_Assignment:_ Using the data beneath, show every line that includes the word "JSON".

[Stored data entries]
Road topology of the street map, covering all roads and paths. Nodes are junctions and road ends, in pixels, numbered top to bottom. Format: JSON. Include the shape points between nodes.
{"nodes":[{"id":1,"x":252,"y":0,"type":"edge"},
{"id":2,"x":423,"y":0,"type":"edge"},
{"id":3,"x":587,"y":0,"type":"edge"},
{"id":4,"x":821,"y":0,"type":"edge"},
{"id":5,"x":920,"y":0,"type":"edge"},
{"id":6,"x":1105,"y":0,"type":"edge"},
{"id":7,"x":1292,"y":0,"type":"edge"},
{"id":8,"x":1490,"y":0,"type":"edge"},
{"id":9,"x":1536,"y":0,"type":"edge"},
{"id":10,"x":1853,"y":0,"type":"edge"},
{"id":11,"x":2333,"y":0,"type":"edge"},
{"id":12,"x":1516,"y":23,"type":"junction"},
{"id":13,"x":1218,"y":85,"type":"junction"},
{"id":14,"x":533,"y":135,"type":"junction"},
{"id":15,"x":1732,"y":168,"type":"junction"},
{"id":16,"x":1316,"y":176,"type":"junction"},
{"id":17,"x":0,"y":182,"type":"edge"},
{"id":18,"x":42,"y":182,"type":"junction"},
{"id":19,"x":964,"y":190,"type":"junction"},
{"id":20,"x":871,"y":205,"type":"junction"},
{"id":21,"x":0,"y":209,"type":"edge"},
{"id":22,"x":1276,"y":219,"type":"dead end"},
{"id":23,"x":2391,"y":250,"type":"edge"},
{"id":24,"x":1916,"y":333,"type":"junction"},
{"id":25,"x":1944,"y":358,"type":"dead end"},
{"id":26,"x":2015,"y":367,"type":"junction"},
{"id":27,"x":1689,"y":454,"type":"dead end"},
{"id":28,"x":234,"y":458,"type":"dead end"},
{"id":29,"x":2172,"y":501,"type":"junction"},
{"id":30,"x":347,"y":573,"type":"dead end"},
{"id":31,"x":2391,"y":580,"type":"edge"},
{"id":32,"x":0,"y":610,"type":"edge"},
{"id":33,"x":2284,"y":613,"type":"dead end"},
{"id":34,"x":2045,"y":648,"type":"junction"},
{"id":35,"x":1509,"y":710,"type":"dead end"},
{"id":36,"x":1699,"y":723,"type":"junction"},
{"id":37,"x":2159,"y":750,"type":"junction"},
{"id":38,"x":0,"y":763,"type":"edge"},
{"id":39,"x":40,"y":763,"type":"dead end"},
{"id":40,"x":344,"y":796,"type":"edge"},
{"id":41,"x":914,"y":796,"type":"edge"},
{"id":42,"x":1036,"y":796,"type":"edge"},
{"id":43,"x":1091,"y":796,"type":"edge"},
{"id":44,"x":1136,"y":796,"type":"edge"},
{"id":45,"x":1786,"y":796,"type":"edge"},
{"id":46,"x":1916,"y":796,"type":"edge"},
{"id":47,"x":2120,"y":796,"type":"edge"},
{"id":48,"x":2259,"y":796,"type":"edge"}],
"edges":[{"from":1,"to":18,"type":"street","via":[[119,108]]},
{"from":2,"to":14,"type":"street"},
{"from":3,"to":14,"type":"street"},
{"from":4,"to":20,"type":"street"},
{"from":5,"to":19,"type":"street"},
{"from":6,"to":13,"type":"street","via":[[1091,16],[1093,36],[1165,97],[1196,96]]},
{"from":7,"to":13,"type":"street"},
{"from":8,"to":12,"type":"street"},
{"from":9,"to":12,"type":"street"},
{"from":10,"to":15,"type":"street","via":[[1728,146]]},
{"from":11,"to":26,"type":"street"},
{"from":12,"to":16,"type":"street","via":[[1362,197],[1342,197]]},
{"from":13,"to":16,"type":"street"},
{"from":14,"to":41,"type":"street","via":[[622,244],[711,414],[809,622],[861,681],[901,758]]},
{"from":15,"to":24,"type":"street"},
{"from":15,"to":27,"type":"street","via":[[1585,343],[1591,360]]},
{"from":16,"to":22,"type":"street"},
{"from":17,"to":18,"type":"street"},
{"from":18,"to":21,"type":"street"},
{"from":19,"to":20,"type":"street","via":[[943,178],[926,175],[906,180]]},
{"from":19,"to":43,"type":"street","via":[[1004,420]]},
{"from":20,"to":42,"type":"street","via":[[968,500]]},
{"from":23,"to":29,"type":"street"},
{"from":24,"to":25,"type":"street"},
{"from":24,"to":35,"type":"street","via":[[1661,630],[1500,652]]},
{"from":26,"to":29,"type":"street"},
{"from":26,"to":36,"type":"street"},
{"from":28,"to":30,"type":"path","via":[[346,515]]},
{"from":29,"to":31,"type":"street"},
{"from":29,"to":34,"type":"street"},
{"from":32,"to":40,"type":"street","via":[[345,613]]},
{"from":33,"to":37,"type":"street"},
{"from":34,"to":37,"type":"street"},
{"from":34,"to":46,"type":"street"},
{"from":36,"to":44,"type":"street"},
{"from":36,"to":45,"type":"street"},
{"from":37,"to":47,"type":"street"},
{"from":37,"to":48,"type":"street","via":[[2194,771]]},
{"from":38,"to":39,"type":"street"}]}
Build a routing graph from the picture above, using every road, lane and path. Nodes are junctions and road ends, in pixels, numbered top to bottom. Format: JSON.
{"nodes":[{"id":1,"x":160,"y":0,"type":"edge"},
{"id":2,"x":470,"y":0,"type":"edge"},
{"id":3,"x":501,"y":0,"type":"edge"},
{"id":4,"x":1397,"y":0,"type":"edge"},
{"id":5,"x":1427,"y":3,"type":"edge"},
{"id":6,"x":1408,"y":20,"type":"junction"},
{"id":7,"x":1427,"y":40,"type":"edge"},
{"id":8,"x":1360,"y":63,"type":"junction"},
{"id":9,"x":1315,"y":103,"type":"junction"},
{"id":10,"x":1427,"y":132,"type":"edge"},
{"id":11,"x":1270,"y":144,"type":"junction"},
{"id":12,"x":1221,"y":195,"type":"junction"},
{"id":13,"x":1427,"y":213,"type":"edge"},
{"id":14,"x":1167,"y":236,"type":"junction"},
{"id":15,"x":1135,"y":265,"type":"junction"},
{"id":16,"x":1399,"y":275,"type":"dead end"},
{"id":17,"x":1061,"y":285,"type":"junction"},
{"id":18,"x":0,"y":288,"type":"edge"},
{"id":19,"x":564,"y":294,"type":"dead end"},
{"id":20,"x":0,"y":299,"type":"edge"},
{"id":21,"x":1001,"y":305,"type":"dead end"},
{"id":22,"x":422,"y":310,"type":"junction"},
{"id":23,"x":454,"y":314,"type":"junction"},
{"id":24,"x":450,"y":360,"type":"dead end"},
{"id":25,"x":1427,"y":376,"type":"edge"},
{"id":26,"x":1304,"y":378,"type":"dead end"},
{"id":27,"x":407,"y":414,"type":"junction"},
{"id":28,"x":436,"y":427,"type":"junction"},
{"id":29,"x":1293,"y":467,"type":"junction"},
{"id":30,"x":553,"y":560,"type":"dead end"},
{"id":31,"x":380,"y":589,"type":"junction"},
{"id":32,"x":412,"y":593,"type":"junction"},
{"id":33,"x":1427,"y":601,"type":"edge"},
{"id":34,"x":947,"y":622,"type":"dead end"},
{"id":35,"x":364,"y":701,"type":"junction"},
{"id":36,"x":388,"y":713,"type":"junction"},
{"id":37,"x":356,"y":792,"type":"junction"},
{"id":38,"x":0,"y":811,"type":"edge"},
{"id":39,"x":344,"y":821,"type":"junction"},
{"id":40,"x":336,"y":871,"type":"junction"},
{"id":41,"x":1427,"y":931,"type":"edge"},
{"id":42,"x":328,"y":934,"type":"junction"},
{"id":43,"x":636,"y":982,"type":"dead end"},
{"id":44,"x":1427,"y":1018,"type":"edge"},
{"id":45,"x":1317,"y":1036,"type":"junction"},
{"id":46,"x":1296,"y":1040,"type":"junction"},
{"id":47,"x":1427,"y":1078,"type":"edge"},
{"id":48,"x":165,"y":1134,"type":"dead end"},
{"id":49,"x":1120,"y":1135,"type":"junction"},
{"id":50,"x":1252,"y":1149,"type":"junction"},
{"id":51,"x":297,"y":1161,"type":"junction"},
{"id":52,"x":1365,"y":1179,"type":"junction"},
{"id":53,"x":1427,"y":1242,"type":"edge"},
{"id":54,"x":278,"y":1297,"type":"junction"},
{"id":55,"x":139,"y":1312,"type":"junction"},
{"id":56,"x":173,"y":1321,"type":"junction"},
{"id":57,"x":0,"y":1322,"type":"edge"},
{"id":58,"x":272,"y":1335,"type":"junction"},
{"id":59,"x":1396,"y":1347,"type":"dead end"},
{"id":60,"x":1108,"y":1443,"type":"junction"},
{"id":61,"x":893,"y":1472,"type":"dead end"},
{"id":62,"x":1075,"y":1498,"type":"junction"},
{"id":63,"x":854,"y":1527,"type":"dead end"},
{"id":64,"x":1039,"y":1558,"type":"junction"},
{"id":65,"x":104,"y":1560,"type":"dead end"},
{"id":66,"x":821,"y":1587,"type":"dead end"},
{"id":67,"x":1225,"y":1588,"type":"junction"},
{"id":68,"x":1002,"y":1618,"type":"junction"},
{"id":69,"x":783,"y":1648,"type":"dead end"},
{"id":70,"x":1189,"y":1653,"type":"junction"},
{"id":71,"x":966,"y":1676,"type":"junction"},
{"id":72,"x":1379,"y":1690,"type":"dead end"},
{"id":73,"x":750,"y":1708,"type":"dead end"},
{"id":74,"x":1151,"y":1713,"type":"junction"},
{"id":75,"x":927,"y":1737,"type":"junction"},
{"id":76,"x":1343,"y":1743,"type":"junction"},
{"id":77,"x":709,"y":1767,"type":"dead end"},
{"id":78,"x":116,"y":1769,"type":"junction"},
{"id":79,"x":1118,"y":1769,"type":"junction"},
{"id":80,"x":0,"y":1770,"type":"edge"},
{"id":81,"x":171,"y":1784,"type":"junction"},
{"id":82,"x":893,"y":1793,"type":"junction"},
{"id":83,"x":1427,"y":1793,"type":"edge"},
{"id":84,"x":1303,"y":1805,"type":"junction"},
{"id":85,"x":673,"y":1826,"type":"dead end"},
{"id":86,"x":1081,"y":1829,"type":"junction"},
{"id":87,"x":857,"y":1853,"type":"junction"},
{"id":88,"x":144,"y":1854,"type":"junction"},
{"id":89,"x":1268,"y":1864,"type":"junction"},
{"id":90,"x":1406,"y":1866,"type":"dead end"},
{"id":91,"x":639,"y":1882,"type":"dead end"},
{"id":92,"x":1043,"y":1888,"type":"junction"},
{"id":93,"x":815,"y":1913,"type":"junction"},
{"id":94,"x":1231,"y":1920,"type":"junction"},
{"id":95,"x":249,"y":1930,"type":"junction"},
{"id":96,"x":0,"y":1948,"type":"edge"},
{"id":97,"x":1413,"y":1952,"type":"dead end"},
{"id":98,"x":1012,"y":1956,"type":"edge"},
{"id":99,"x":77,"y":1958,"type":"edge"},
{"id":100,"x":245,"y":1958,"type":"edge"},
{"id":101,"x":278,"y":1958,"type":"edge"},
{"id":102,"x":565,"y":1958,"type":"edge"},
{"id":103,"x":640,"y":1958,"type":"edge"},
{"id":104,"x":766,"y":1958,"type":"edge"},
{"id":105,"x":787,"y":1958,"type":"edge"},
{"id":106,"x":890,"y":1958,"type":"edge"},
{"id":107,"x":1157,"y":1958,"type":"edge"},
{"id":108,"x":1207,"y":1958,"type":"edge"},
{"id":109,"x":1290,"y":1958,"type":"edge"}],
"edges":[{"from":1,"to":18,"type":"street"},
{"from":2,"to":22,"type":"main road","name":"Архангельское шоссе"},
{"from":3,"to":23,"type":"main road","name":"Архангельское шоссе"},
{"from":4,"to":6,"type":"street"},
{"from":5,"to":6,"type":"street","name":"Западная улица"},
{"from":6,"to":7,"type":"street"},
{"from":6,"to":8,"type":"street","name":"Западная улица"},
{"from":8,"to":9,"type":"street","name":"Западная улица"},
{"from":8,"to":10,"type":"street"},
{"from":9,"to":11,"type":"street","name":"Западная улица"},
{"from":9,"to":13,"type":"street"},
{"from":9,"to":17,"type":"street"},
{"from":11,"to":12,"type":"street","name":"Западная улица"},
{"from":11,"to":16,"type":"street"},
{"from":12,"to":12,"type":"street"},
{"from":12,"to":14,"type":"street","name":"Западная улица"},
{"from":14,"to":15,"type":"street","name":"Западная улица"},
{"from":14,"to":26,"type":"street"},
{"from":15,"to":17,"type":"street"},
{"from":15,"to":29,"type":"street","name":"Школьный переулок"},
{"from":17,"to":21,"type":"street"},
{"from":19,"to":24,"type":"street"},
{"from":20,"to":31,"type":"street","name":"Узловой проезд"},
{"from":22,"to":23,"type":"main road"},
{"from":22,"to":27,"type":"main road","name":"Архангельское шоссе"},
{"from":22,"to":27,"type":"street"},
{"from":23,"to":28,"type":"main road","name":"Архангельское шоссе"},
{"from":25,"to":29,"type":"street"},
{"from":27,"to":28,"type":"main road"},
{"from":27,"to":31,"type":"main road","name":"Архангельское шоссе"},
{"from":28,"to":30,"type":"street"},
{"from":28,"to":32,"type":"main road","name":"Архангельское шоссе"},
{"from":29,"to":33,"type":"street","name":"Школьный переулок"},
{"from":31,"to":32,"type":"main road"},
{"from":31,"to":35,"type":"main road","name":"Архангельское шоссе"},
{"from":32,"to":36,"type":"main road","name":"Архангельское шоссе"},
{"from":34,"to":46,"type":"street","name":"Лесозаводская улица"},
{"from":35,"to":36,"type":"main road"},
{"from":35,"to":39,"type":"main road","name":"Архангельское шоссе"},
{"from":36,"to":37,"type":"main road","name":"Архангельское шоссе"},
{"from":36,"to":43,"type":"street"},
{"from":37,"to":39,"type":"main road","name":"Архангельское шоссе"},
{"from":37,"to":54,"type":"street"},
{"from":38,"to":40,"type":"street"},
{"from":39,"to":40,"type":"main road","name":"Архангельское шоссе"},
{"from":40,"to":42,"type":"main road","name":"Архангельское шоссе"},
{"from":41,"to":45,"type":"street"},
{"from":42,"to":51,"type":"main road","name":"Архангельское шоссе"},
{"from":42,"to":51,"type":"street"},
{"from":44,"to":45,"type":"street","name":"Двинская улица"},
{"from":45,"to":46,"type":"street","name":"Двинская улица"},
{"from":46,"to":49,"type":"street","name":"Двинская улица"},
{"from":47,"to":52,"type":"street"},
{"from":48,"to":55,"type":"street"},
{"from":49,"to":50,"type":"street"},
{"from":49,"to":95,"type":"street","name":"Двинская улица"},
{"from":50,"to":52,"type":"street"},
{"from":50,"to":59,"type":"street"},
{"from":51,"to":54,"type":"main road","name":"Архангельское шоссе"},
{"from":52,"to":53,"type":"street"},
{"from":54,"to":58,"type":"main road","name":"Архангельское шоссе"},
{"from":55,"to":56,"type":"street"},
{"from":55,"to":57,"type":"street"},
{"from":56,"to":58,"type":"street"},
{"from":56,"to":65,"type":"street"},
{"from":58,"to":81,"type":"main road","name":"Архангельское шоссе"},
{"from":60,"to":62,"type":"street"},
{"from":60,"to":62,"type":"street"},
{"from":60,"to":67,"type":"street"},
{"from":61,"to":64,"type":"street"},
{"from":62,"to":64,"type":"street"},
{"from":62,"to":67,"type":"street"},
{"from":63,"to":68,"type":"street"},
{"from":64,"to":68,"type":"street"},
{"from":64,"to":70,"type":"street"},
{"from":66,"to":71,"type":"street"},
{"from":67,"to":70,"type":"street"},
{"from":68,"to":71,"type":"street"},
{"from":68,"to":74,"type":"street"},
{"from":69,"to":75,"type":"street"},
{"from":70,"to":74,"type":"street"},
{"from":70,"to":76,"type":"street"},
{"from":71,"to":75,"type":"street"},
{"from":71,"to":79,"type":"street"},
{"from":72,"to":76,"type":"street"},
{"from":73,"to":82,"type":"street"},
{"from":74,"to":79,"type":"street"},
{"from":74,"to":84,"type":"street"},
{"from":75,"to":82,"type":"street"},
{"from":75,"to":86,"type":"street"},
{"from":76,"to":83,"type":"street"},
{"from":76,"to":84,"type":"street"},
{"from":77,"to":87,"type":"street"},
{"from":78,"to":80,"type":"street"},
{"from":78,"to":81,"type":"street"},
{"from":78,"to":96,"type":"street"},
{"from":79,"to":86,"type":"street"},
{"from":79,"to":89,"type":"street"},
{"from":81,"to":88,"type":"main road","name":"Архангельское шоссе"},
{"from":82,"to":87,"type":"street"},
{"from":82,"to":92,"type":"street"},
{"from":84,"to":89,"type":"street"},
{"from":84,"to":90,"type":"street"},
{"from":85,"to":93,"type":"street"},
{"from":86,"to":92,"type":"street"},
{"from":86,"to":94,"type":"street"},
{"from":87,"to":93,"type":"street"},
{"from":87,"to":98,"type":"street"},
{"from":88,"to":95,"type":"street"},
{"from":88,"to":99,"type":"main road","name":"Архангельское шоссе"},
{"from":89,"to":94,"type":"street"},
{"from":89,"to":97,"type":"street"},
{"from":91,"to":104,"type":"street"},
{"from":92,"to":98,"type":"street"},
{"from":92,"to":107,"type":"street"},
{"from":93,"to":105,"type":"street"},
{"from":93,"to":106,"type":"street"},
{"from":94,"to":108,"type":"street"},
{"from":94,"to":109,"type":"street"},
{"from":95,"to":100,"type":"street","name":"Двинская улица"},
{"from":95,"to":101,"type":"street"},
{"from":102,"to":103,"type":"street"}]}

_Reply:_
Road topology of the street map, covering all roads and paths. Nodes are junctions and road ends, in pixels, numbered top to bottom. Format: JSON. Include the shape points between nodes.
Build a routing graph from the picture above, using every road, lane and path. Nodes are junctions and road ends, in pixels, numbered top to bottom. Format: JSON.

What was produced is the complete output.